The second song – Steven Mackey’s Beautiful Passing – was much more interesting, with a violin soloist front and center for the entire piece, making things very interesting. Not only was the soloist incredibly talented, but the wild way that she jerked around, like a woman possessed, as she played, made violin seem dangerous and sexy.
The third song – Stravinsky’s The Right of Spring – was amazing. The song was epic in a way that one expects an intense orchestral piece to be, full of polyphonic tension and resolution, highs and lows that make your mind wander so scenes of beauty and violence. The music was accompanied occasionally by words projected behind the orchestra, describing youths frolicking in a field, until holy men come and sacrifice a young woman to the god of spring.
The thing that struck me the most about this last piece, was that my mind kept wandering to things like Loony Tunes, and Star Wars.
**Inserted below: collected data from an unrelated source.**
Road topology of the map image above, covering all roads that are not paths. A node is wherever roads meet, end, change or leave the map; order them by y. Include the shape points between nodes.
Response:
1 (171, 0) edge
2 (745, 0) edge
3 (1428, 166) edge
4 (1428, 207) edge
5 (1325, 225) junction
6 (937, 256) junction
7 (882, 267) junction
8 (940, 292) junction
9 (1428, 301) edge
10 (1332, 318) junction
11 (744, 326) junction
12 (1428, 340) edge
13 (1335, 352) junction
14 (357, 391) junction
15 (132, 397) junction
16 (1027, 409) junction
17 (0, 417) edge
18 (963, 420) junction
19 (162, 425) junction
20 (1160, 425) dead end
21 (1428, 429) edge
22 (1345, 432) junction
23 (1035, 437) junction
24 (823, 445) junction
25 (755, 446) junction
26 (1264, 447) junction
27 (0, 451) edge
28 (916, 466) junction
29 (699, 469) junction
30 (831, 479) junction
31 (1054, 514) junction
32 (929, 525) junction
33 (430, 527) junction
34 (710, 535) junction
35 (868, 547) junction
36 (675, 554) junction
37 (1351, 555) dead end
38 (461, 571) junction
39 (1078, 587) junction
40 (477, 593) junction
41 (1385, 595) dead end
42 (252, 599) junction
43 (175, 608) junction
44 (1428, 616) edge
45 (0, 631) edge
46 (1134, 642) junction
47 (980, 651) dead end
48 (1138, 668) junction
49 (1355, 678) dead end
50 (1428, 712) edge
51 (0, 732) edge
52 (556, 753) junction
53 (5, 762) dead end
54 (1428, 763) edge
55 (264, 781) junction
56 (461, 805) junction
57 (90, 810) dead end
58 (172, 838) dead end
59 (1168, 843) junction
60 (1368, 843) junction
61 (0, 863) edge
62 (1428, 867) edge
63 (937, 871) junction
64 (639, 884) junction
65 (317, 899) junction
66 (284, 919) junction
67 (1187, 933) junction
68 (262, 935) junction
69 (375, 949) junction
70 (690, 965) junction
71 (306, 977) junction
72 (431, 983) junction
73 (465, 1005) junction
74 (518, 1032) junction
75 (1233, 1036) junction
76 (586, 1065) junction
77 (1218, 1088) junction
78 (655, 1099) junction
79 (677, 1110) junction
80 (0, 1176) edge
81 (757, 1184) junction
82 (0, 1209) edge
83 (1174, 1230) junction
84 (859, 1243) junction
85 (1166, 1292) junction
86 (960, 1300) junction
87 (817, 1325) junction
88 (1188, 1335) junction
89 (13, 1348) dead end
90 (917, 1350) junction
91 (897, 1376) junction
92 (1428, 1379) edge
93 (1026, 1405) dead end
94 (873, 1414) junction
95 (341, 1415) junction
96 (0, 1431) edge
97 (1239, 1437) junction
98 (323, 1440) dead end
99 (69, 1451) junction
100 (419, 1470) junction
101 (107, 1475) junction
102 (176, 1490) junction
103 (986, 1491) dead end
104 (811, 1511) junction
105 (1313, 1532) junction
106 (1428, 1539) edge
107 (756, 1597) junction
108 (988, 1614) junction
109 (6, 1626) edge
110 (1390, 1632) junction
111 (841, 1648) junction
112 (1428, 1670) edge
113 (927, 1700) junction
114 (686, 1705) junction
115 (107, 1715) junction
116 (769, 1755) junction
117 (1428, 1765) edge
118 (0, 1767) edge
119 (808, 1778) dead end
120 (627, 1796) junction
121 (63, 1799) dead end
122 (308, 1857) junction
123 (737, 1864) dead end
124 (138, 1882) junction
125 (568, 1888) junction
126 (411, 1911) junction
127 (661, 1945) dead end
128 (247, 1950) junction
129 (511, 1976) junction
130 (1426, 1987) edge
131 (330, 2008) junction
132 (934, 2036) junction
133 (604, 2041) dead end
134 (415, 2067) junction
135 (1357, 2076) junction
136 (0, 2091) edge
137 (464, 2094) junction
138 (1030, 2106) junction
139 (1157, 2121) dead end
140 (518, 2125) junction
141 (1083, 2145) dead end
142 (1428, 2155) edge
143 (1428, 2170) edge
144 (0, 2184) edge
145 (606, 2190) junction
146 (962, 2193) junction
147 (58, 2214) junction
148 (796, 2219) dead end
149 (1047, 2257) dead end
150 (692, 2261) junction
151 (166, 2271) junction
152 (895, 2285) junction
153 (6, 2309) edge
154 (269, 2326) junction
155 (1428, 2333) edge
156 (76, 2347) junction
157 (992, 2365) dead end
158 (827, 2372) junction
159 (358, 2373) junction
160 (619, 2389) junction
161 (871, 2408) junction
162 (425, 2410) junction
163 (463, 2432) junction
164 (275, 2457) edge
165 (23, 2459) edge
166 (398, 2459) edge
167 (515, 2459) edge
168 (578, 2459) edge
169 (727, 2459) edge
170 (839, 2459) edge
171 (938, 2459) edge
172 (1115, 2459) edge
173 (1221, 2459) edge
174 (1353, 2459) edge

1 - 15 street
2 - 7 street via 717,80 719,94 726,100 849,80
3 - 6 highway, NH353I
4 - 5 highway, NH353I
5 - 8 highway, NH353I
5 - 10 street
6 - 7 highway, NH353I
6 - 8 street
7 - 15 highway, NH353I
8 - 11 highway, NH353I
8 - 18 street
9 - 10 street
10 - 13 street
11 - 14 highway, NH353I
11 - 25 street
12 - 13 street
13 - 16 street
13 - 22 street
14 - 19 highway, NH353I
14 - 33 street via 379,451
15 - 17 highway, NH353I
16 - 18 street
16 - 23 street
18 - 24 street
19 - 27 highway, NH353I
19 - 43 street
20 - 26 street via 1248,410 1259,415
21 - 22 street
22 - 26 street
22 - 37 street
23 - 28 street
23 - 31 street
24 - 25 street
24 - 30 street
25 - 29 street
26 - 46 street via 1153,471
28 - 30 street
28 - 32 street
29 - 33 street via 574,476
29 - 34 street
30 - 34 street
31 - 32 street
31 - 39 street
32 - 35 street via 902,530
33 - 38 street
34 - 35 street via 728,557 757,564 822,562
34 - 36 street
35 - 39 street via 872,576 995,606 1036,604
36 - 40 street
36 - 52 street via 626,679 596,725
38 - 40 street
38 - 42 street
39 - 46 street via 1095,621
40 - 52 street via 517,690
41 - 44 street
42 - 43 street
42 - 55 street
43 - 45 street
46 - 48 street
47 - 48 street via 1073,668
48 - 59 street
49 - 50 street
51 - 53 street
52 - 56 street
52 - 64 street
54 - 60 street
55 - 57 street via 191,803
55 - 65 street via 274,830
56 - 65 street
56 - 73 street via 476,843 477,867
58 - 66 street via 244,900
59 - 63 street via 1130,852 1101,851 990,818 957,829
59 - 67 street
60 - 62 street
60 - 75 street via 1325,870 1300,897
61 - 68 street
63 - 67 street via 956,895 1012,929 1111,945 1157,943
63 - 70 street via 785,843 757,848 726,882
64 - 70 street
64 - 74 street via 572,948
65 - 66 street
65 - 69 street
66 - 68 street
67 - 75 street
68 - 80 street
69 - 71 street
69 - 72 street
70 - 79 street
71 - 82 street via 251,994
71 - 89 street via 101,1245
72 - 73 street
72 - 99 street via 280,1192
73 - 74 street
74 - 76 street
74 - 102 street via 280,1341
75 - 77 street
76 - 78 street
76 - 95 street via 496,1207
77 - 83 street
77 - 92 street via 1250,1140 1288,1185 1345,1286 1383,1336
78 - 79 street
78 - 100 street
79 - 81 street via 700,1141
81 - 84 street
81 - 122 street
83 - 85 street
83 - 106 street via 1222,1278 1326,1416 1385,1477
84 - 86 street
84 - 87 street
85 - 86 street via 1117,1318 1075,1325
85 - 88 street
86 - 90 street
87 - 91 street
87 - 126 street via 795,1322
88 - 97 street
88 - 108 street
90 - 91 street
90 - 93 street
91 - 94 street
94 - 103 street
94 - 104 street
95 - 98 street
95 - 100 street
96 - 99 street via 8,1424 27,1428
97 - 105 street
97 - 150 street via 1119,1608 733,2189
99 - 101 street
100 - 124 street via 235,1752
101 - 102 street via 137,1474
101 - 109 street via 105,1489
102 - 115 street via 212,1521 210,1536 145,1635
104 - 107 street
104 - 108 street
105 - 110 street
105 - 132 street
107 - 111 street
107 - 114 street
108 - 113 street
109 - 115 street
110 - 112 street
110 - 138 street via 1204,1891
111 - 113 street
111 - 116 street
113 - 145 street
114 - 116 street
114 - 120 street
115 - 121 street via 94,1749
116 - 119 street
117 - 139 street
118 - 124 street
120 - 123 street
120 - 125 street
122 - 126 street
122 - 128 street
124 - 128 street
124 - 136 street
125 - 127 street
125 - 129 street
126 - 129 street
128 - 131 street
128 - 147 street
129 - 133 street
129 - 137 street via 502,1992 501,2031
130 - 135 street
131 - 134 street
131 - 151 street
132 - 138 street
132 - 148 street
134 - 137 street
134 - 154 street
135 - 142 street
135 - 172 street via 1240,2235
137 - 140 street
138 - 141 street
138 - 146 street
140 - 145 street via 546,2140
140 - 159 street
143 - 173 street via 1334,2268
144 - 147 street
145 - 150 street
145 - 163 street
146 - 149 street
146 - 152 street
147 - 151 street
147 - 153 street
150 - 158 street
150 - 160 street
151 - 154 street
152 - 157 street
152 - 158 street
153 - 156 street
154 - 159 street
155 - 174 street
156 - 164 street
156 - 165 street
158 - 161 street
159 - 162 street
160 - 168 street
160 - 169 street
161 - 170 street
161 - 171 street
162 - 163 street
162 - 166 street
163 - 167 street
Maybe I’m just a pop culture junkie raised on cartoons and fantasy, but when I hear classical music, these are the things that come to mind.
All in all, the concert was pretty awesome, and although the first song left me thinking dreading the next two, and thinking that the composers had a screw loose and didn’t know what they were doing, the second two performances were awesome and well worth the price of an actual ticket.
Although according to SLSO’s resident blogger, Eddie Silva, the symphony offers 50 free tickets for every performance, all you have to do is show up early and ask for ’em. I guess I’ll be going back sooner than later.
As noted by user bassplayerKat, John Patitucci was playing a BASS. not a CELLO. As one with limited knowledge of orchestral instruments, I didn’t really know the difference. Corrections have been made.